■ About this exercise:
Filter the records down to the lines that hold the word "pinky", and copy each of those lines.

■ Given entries:
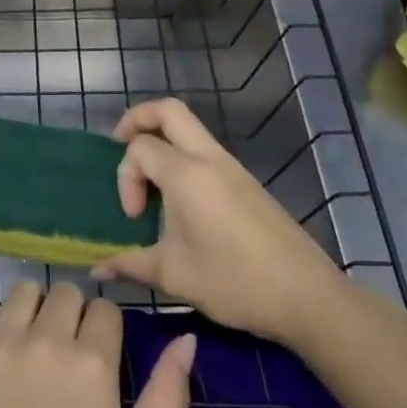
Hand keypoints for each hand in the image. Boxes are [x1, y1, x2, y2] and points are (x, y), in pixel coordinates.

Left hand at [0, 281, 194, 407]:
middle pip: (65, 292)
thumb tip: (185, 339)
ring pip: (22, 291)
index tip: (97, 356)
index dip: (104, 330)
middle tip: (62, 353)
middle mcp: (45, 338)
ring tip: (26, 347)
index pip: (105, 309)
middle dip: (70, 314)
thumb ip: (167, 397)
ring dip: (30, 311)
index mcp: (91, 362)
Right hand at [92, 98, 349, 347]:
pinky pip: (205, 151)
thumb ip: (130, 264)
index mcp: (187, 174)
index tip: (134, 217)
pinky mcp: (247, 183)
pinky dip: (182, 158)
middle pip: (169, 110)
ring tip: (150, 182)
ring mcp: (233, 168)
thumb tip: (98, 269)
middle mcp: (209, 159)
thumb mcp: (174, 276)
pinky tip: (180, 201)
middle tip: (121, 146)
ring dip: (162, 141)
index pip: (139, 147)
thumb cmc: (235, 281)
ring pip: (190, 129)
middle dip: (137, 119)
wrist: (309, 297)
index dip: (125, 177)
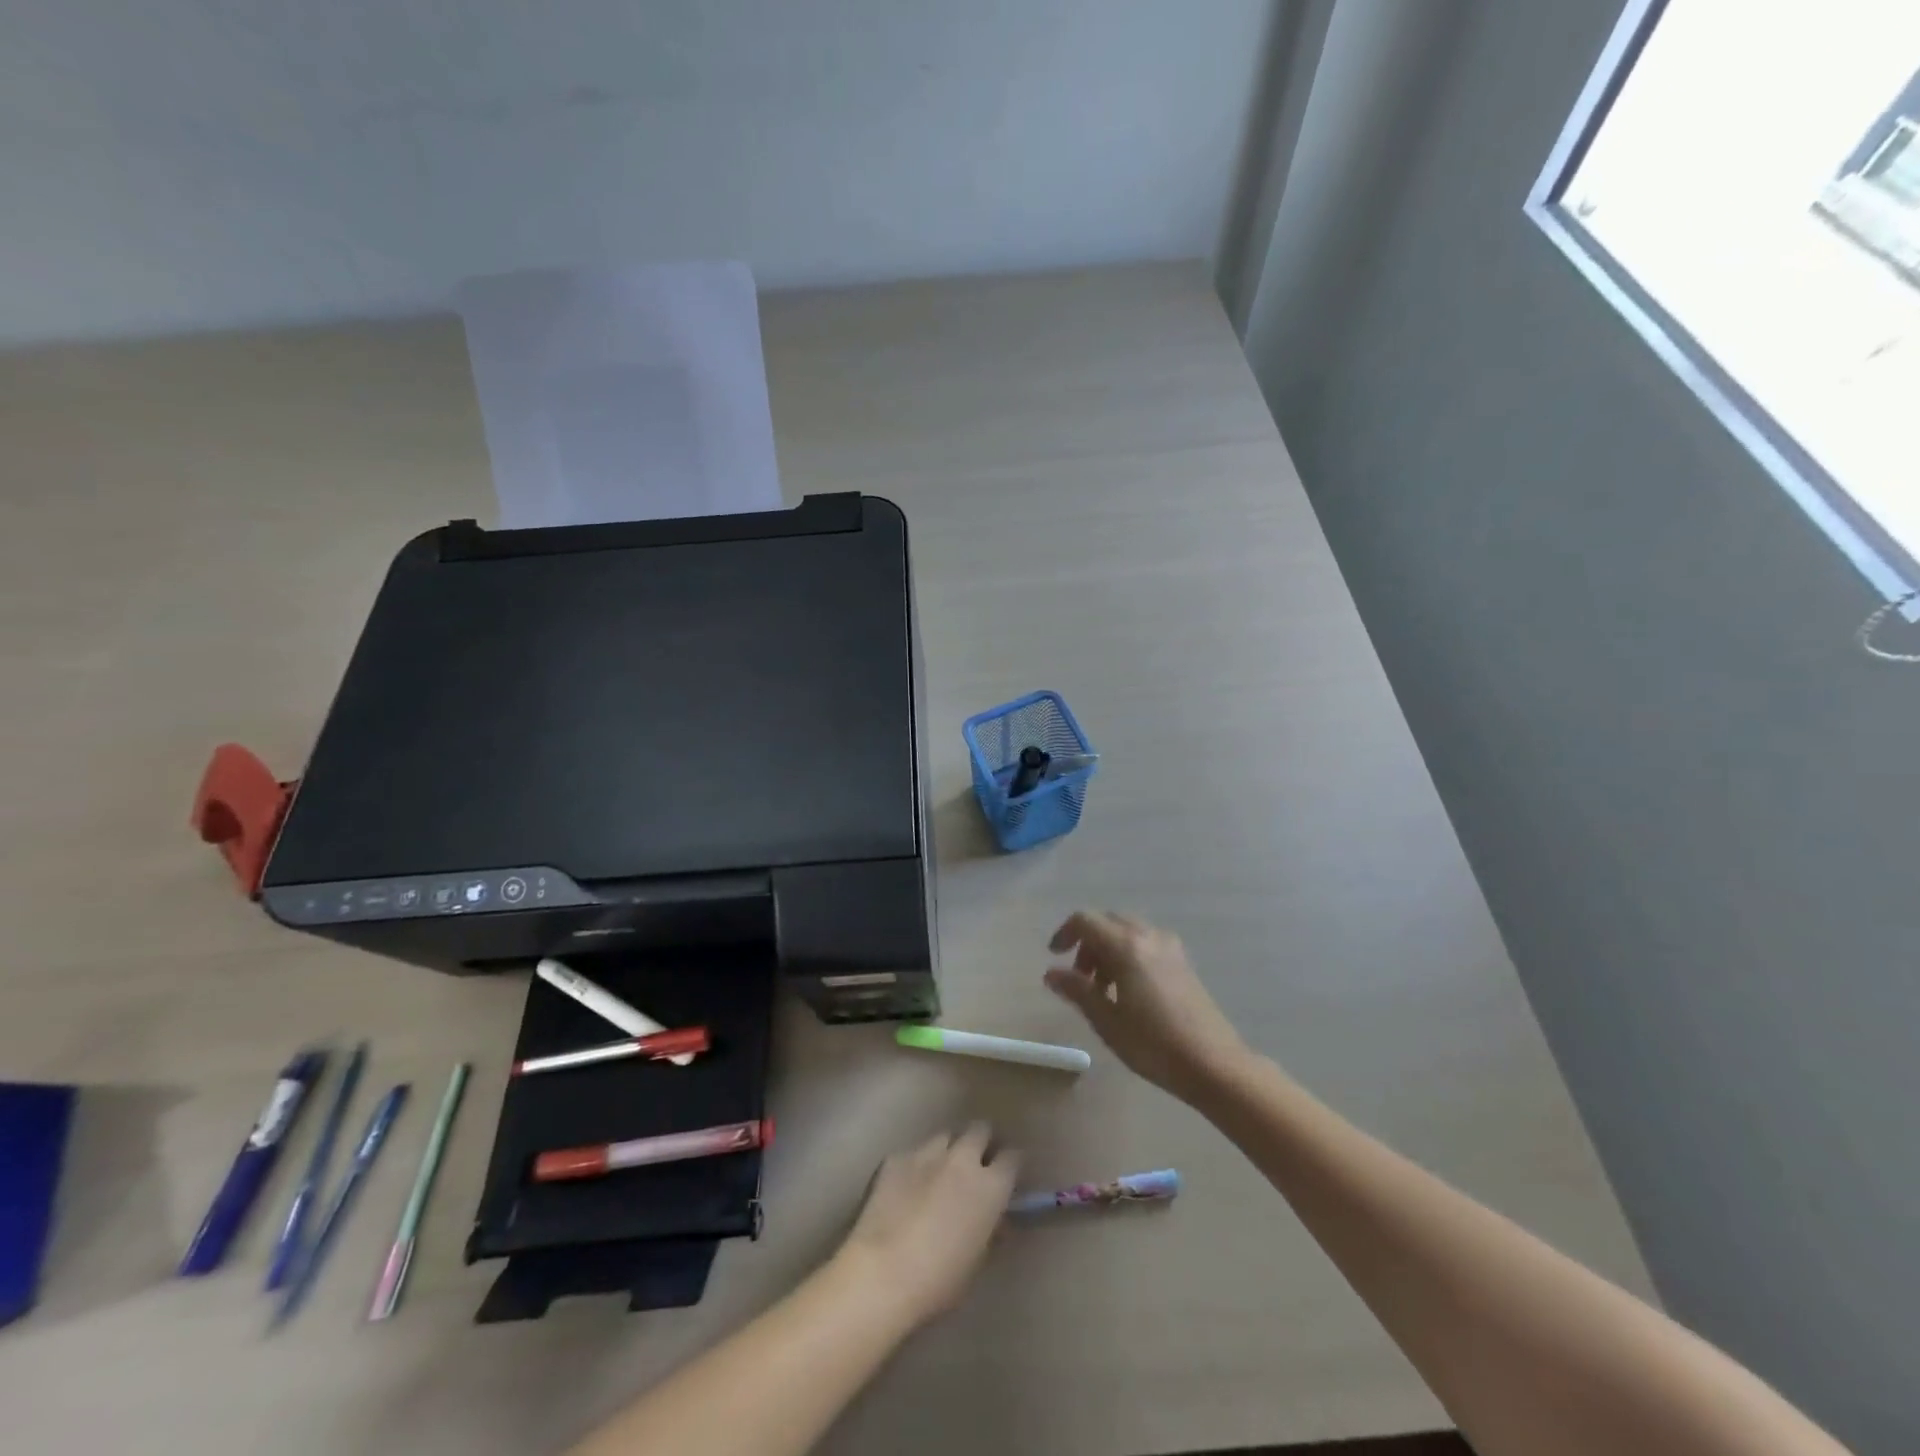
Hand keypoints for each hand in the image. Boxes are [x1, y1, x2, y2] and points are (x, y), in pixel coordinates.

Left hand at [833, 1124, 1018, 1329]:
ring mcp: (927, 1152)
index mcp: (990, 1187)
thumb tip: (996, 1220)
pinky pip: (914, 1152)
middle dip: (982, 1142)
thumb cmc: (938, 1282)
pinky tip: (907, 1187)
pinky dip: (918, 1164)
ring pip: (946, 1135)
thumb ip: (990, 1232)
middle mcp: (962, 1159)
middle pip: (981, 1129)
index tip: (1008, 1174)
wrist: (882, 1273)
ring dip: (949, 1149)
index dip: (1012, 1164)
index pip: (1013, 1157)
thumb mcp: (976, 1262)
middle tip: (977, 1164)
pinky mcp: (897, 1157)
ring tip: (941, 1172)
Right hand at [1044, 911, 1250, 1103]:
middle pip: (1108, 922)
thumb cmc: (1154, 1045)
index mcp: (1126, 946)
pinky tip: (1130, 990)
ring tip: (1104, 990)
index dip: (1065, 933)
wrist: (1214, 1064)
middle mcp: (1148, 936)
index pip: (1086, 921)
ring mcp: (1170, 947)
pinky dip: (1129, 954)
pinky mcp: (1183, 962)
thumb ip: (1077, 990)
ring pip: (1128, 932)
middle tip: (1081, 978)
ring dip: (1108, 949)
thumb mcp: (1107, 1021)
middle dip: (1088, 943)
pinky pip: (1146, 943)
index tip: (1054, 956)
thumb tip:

■ Task response:
pinky pip: (205, 151)
pinky mcp: (247, 183)
pinky dip: (182, 158)
pinky tip: (180, 201)
pinky pip: (914, 1152)
pinky tip: (907, 1187)
pinky dip: (918, 1164)
pinky mcp: (897, 1157)
pinky tip: (1130, 990)
pinky dip: (1129, 954)
pinky mcp: (1183, 962)
pinky pip: (1146, 943)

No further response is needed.